Malpractice settlement cannot be kept secret
News Media Update | PENNSYLVANIA | Secret Courts |
Malpractice settlement cannot be kept secret
- Taxpayers have a right to know details of a malpractice settlement, a Pennsylvania judge ruled.
Oct. 5, 2004 — The settlement in a malpractice suit against a Pennsylvania doctor must be made public because taxpayer money is being used for the $725,000 payment, a Lackawanna County judge ruled last week.
“Since the funds which will be used to pay the majority of the plaintiff’s settlement . . . are derived from the public taxes or surcharges, any documents relating to disbursement of those settlement proceeds are clearly public records,” Judge Terrance Nealon wrote.
“This is huge. The judge has correctly said it’s time to rip the veil of secrecy off this issue,” Dan Fee, spokesman for Pennsylvania Citizens for Fairness, a consumer group that sides with lawyers on malpractice issues, told The (Allentown) Morning Call.
If the judge had allowed the settlement to be sealed, no one would know that a half-million dollars of public money is being spent on a doctor’s mistake, Fee told the paper.
“You doctors wanted public money — the public’s right to know comes with that. I would say it is groundbreaking by that standard,” Clifford Rieders, former head of the Pennsylvania Trial Lawyers Association told the Associated Press.
”People couldn’t get valid claims resolved without agreeing to the extortion of silence,” he said. ”You can’t talk about the case. You can’t e-mail about it. Doctors just don’t want their dirty laundry aired in public,” Rieders told The Morning Call .

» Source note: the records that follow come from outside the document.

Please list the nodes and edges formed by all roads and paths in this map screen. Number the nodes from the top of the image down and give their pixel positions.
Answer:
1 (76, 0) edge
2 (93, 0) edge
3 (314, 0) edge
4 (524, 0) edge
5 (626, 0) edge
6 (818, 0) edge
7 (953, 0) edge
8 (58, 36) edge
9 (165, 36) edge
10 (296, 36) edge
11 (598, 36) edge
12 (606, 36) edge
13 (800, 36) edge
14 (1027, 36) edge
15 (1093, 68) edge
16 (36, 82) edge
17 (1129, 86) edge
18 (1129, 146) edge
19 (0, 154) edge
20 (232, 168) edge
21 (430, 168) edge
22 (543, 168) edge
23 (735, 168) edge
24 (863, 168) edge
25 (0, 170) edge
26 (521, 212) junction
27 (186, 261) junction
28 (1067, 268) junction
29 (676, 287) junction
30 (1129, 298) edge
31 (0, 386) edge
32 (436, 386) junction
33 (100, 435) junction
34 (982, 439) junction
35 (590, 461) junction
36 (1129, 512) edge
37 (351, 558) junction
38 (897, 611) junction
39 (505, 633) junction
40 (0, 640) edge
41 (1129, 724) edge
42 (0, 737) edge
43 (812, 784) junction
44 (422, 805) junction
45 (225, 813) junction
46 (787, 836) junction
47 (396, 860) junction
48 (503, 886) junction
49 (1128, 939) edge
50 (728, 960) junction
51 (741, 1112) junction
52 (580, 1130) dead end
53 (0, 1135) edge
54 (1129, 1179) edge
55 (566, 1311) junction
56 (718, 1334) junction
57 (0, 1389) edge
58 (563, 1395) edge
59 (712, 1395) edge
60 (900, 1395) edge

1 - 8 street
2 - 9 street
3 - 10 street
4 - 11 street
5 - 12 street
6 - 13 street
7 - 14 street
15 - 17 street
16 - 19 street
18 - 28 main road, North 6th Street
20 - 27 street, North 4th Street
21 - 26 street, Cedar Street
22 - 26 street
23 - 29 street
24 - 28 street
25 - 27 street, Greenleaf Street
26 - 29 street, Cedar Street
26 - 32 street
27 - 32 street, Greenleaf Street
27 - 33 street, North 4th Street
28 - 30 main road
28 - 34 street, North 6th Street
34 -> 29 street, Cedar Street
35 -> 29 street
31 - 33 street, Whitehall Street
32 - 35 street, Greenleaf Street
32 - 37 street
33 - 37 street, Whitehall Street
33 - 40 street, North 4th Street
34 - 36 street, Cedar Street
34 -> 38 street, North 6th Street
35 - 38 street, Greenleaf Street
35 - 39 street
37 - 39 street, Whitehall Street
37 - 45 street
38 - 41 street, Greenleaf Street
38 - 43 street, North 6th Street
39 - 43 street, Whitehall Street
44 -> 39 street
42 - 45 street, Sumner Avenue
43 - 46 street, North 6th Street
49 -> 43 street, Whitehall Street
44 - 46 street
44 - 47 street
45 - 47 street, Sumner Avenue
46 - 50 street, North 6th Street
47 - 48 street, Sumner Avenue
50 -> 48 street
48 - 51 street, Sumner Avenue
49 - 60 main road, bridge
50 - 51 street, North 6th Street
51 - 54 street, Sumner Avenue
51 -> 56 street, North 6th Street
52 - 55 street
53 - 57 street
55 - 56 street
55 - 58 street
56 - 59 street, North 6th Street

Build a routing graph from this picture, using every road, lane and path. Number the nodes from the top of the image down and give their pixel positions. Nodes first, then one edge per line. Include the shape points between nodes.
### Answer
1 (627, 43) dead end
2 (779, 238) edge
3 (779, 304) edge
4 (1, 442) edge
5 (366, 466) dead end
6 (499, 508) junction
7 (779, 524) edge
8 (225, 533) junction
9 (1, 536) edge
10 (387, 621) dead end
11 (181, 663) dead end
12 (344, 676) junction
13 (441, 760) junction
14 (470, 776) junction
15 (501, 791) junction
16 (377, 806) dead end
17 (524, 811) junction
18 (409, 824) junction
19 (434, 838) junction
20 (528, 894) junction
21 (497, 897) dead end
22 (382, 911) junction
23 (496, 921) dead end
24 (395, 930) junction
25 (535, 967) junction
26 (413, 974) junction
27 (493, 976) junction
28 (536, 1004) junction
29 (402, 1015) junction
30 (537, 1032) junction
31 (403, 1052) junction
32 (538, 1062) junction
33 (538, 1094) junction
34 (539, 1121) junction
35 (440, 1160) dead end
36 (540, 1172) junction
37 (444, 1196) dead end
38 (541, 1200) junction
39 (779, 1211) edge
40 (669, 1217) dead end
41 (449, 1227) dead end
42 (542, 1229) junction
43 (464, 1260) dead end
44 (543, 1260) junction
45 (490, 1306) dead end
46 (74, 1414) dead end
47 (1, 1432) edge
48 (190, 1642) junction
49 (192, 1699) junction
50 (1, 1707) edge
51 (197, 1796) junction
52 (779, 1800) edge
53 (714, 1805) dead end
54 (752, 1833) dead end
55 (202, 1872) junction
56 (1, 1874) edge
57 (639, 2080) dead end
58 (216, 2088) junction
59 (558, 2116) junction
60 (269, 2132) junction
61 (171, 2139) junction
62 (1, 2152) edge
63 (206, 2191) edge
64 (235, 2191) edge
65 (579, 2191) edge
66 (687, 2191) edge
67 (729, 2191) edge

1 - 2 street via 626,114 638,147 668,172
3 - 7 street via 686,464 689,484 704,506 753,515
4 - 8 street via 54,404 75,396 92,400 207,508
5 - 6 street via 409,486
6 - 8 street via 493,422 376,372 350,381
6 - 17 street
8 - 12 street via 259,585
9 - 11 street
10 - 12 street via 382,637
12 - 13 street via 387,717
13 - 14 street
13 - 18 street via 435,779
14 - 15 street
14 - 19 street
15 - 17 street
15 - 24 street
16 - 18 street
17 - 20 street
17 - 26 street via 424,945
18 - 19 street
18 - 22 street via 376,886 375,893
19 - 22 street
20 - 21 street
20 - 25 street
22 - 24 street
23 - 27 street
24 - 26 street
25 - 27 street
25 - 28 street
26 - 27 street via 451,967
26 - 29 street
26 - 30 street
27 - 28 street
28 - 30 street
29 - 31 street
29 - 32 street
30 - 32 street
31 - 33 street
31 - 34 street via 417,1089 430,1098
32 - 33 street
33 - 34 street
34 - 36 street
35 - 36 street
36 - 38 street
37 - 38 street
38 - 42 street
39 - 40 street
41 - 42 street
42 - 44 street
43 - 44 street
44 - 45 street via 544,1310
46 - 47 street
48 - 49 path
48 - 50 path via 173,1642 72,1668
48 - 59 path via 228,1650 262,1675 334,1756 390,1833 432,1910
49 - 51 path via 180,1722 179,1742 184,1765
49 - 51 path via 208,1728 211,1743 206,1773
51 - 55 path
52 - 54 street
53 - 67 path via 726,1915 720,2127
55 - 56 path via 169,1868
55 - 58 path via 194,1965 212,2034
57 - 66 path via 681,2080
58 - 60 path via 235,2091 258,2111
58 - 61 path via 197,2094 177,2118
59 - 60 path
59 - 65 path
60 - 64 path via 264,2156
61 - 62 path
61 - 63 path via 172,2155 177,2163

The case began in 1999 when Lucille M. Korczakowski, 47, died of an ovarian cyst that went undetected for at least three years. Her husband, James, sued her doctor, Dr. Jung Jang Hwan.
The doctor’s insurance company, the Pennsylvania Medical Society Liability Insurance Co., offered to settle the case for $725,000 after court-ordered mediation. The judge was asked to seal the terms of the settlement, as has been customary in medical malpractice cases for the last 20 years.
Judge Nealon ruled that the settlement of this, and possibly any, medical malpractice case in Pennsylvania is a matter of public interest because the medical community has made a big issue over the past few years out of rising malpractice insurance premiums.
The medical community, claiming doctors have fled the state in large numbers because of rising premiums and frivolous malpractice lawsuits, demanded the state legislature enact court reforms, The Morning Call reported.